Is that tunnel always guarded?”

Kreor lay silent again; he trembled.

“Answer me!” Price demanded. “Tell me if you can lead me to where the girl is?”

“The wrath of the snake, and Malikar,” the Arab muttered.

“Remember, you are
dakhile.”

“But I am wounded,” the snake-man protested. “I could never reach the mountain.”

“Your wounds aren’t serious,” Price assured him. “You can walk tomorrow, though perhaps a bit painfully. Speak.”

“You could never get past the gates. They are always locked, and guarded.”

“Is there another way?”

Again the man hesitated, and squirmed on the ground.

“Another way there is, Lord Ira. But perilous indeed.”

“What is it?”

“High on the north wall of the mountain is a crevice. It leads into a great cave. From the cave is a way into the passages that lead down into the golden mist. But great is the peril, Iru. The climb is not easy; above the place of the snake are guards.”

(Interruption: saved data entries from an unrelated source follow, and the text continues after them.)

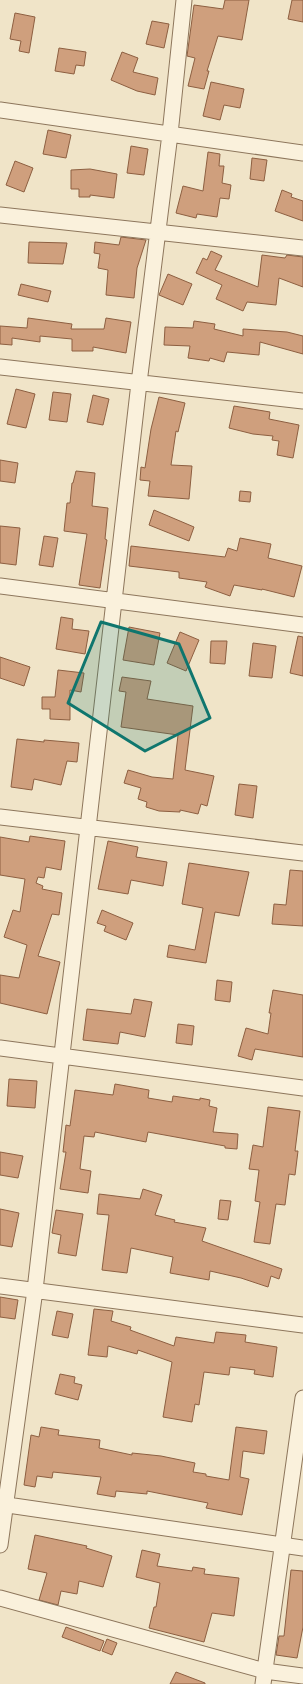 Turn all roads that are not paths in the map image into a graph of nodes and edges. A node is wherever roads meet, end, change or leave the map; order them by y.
1 (184, 0) edge
2 (0, 110) edge
3 (170, 134) junction
4 (303, 153) edge
5 (0, 215) edge
6 (158, 231) junction
7 (303, 248) edge
8 (0, 367) edge
9 (139, 383) junction
10 (303, 401) edge
11 (0, 586) edge
12 (114, 600) junction
13 (303, 625) edge
14 (0, 817) edge
15 (88, 828) junction
16 (303, 853) edge
17 (0, 1048) edge
18 (62, 1057) junction
19 (303, 1088) edge
20 (0, 1286) edge
21 (35, 1290) junction
22 (303, 1325) edge
23 (303, 1398) edge
24 (2, 1505) edge
25 (0, 1545) edge
26 (283, 1545) junction
27 (303, 1548) edge
28 (0, 1598) edge
29 (303, 1676) edge
30 (264, 1677) edge

1 - 3 street
2 - 3 street
3 - 4 street
3 - 6 street
5 - 6 street
6 - 7 street
6 - 9 street
8 - 9 street
9 - 10 street
9 - 12 street
11 - 12 street
12 - 13 street
12 - 15 street
14 - 15 street
15 - 16 street
15 - 18 street
17 - 18 street
18 - 19 street
18 - 21 street
20 - 21 street
21 - 22 street
21 - 24 street
23 - 26 street
24 - 25 street
24 - 26 street
26 - 27 street
26 - 30 street
28 - 30 street
29 - 30 street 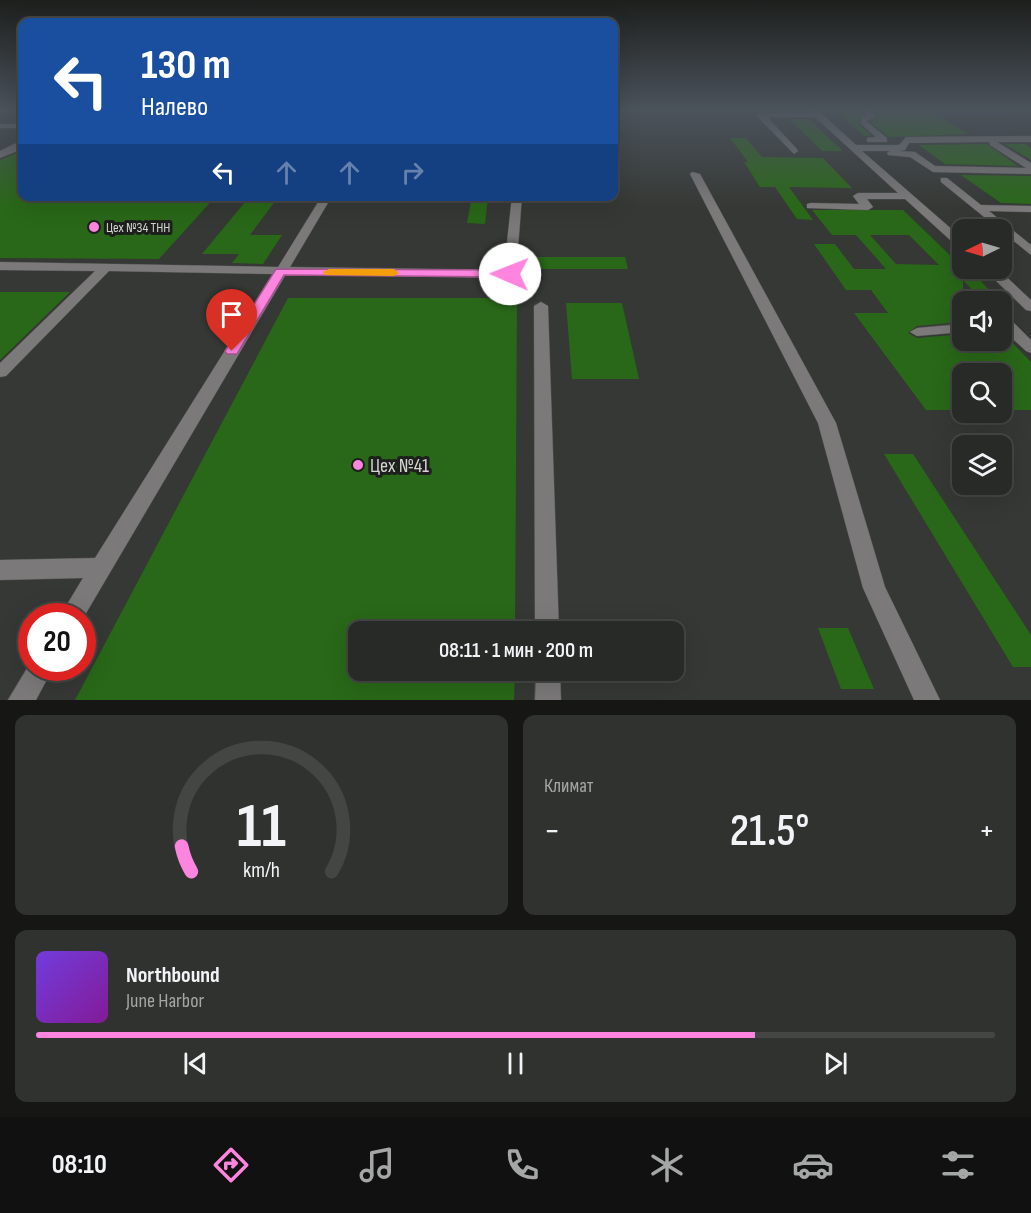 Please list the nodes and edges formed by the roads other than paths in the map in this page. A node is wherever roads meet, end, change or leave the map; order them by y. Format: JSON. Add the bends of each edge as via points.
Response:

“We are going there,” Price told him levelly, “as soon as you can walk. And unlucky it will be for you if you haven’t told the truth.”

He let the man drink. Bringing food from the tank, he loosened his hands, so that he could eat, and then bound him again.

 

Price and Sam Sorrows slept and watched by turns that night. As Price sat, leaning against the tank through the long hours of his watch, with the keen desert air about him and the cool stars looking down, he thought a great deal about the course of his adventures in this lost world, about what he should do on the morrow.

In the morning he could ride back to El Yerim in the tank, and the adventure would be over. The Beni Anz, he was certain, would not be willing to fight again under his leadership; old Yarmud would be remembering that he had denied being Iru. And he could hardly join Jacob Garth’s party again, Joao de Castro hating him as he did.

If he turned back, there would be nothing to do save
procure
a camel or two, and strike out for civilization. He could never solve the weird riddles that had confronted him: the mystery of the mirage, of the golden folk. Infinitely worse, he would never see Aysa again.

On the other hand, he could remain with Kreor until the man recovered, and assault the mountain alone. It was a desperate plan. The Arab obviously hated him, would certainly betray him if opportunity presented. And opportunity was almost certain to appear.

The chance that he should ever leave the mountain alive appeared extremely slight. None the less, Price never really hesitated. The decision was inevitable.

“Back at camp by noon,” lanky old Sam Sorrows predicted genially, as they breakfasted in the dawn.

“I’m not going with you,” Price told him.

“What!”

“I’m going to try for the mountain on my own. Going to make that bird in the blue clothes guide me in. We’ll hide around here until he can walk.”

“But, Mr. Durand,” the old man cried, “I—I don’t like to see you try it, sir. I wouldn’t trust that fellow. He’s a—a snake!”

“I don’t trust him. But he’s the only shot.”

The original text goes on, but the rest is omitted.